YOUR INSTRUCTIONS – Every line of the data that includes "Morack" should be copied out.

[DATA FOR ANALYSIS — start]

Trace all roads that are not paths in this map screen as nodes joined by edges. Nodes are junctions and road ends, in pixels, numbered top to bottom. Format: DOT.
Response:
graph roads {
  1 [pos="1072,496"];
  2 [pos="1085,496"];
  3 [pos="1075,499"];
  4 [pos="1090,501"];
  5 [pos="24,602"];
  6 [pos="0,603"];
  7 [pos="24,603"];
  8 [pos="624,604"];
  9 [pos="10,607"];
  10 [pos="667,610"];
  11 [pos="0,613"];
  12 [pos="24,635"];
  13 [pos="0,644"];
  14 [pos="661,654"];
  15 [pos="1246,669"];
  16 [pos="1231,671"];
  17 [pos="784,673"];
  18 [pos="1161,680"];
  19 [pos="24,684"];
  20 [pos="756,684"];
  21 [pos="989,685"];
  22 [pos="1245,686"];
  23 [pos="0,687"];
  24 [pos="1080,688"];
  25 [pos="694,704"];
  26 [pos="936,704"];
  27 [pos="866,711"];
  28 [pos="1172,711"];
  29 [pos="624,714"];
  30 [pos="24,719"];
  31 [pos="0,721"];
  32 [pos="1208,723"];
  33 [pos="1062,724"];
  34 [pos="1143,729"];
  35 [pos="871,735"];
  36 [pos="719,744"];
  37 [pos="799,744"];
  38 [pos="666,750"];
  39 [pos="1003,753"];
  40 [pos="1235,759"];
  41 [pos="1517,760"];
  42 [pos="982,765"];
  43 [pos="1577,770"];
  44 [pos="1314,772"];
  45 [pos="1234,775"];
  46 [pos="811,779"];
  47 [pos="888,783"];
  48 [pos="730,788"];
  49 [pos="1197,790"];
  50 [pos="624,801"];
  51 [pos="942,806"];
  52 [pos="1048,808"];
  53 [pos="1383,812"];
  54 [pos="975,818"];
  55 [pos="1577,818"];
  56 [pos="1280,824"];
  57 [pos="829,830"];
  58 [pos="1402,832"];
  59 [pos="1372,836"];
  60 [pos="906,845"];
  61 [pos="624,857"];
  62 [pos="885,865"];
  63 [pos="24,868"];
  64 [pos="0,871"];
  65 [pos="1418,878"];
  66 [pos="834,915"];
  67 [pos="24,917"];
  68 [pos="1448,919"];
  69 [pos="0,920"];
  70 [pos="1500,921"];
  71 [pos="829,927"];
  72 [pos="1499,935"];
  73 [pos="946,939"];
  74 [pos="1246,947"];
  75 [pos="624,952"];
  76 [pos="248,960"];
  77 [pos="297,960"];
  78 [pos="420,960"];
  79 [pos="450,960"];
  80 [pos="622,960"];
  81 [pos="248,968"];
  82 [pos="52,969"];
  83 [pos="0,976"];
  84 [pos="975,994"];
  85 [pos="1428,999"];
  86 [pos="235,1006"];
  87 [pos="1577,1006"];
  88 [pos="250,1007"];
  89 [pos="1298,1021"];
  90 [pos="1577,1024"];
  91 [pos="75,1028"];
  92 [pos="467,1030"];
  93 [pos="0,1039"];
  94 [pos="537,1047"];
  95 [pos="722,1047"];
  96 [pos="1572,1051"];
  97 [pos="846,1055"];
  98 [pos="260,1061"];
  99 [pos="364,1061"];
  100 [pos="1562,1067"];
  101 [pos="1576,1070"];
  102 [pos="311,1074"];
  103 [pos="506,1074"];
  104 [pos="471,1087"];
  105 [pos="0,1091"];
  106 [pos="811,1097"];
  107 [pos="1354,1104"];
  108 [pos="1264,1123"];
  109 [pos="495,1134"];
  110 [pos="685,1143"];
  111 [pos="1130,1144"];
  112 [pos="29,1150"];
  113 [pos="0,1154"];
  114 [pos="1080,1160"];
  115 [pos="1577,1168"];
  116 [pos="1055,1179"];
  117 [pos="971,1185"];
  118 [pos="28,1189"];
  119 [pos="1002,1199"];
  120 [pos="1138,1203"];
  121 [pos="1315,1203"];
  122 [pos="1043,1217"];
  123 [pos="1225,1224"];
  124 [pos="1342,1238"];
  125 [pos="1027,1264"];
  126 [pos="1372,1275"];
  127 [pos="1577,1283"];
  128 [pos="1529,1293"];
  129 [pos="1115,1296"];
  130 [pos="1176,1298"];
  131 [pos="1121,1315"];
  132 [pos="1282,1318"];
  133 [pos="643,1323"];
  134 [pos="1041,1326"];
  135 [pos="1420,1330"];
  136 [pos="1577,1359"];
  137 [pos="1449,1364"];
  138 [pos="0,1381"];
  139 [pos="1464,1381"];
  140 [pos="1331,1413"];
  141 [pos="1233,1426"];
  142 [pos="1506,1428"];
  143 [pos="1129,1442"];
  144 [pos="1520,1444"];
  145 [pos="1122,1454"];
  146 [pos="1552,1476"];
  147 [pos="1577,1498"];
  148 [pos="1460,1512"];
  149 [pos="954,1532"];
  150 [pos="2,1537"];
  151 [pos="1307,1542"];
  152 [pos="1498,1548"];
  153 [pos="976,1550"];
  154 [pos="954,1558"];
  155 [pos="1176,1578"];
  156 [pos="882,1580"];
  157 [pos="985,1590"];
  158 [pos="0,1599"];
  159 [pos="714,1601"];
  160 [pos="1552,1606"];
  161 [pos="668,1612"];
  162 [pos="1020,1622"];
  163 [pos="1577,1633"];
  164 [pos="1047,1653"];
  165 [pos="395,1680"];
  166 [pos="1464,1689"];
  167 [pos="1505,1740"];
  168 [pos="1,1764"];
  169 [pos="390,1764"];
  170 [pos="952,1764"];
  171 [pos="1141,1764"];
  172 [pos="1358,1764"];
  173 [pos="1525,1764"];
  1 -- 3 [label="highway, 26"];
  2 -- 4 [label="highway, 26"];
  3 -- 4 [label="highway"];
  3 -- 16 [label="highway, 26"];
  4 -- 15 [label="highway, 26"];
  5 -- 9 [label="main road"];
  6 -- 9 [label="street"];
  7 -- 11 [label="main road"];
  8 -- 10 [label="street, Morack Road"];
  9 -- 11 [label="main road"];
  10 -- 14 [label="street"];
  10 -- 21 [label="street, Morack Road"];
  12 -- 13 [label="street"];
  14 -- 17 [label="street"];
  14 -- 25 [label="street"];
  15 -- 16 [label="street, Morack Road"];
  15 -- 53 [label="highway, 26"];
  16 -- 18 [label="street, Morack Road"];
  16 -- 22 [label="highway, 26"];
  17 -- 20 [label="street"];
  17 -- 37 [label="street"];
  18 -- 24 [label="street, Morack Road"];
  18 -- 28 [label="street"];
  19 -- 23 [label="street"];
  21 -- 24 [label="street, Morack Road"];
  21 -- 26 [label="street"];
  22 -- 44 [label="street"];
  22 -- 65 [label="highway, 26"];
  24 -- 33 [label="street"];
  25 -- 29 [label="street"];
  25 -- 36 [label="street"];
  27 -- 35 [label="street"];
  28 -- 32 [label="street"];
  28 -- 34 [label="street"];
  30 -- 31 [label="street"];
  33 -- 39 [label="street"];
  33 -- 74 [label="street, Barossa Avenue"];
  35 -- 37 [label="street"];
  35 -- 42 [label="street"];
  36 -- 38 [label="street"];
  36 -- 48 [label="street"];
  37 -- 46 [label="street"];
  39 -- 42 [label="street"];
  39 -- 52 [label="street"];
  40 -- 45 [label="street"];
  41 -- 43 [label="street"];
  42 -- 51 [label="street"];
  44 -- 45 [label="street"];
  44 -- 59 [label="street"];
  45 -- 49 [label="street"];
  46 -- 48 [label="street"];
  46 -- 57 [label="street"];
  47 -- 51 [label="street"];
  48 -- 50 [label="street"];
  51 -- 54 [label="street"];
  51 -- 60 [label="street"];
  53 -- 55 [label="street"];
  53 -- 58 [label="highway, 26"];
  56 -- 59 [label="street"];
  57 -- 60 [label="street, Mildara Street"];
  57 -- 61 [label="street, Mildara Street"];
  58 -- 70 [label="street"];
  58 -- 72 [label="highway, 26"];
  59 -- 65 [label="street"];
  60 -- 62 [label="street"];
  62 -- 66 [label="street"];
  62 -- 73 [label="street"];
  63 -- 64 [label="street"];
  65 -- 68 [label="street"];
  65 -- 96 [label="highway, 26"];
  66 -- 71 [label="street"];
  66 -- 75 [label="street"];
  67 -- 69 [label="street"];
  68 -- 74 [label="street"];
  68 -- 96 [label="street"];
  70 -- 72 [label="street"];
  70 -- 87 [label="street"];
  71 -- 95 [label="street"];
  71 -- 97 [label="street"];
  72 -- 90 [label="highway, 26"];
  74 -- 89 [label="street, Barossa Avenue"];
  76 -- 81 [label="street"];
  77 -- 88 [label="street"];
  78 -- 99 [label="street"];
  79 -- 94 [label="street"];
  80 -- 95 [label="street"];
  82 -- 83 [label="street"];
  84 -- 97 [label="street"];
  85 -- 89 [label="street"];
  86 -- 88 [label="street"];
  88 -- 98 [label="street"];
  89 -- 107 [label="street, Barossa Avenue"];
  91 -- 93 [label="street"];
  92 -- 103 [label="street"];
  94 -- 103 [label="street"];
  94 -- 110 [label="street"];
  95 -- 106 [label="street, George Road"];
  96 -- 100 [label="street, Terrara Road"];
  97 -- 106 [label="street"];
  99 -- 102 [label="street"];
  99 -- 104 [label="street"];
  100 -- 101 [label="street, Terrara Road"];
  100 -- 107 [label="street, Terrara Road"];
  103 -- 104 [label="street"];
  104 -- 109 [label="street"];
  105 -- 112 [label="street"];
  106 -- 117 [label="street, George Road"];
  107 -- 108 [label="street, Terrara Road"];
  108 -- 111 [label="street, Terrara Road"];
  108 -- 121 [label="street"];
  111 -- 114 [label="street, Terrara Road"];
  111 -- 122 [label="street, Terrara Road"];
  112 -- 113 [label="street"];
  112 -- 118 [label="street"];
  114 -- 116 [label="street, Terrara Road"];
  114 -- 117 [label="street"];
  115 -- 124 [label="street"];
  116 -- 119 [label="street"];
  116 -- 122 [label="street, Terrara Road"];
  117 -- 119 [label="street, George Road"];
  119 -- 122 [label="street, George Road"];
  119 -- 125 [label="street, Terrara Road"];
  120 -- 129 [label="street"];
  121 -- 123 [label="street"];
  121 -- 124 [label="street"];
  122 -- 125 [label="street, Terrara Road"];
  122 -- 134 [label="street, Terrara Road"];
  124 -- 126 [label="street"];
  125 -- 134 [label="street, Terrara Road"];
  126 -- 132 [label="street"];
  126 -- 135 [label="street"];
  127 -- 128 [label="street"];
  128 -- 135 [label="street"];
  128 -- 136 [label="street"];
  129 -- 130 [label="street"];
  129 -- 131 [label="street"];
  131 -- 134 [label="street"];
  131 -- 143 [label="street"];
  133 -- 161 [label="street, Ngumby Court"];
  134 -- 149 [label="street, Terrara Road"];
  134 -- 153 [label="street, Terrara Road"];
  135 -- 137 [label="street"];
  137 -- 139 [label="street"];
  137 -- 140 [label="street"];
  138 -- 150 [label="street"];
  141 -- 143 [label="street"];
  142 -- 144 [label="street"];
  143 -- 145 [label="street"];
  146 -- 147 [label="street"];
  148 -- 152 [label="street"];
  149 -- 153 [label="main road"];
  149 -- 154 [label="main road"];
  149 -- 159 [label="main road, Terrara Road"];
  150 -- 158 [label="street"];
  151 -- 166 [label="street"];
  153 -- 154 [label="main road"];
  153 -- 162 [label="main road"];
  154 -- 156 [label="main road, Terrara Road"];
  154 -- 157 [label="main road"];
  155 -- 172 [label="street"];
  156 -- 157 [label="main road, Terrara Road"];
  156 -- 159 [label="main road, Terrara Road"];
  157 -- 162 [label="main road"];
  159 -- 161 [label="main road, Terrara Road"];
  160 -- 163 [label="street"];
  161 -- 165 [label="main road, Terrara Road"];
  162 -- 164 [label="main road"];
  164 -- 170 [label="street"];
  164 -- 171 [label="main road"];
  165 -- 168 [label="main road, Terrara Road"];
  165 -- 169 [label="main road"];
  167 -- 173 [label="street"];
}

[DATA FOR ANALYSIS — finish]

RESPONSE AREA –
  8 -- 10 [label="street, Morack Road"];
  10 -- 21 [label="street, Morack Road"];
  15 -- 16 [label="street, Morack Road"];
  16 -- 18 [label="street, Morack Road"];
  18 -- 24 [label="street, Morack Road"];
  21 -- 24 [label="street, Morack Road"];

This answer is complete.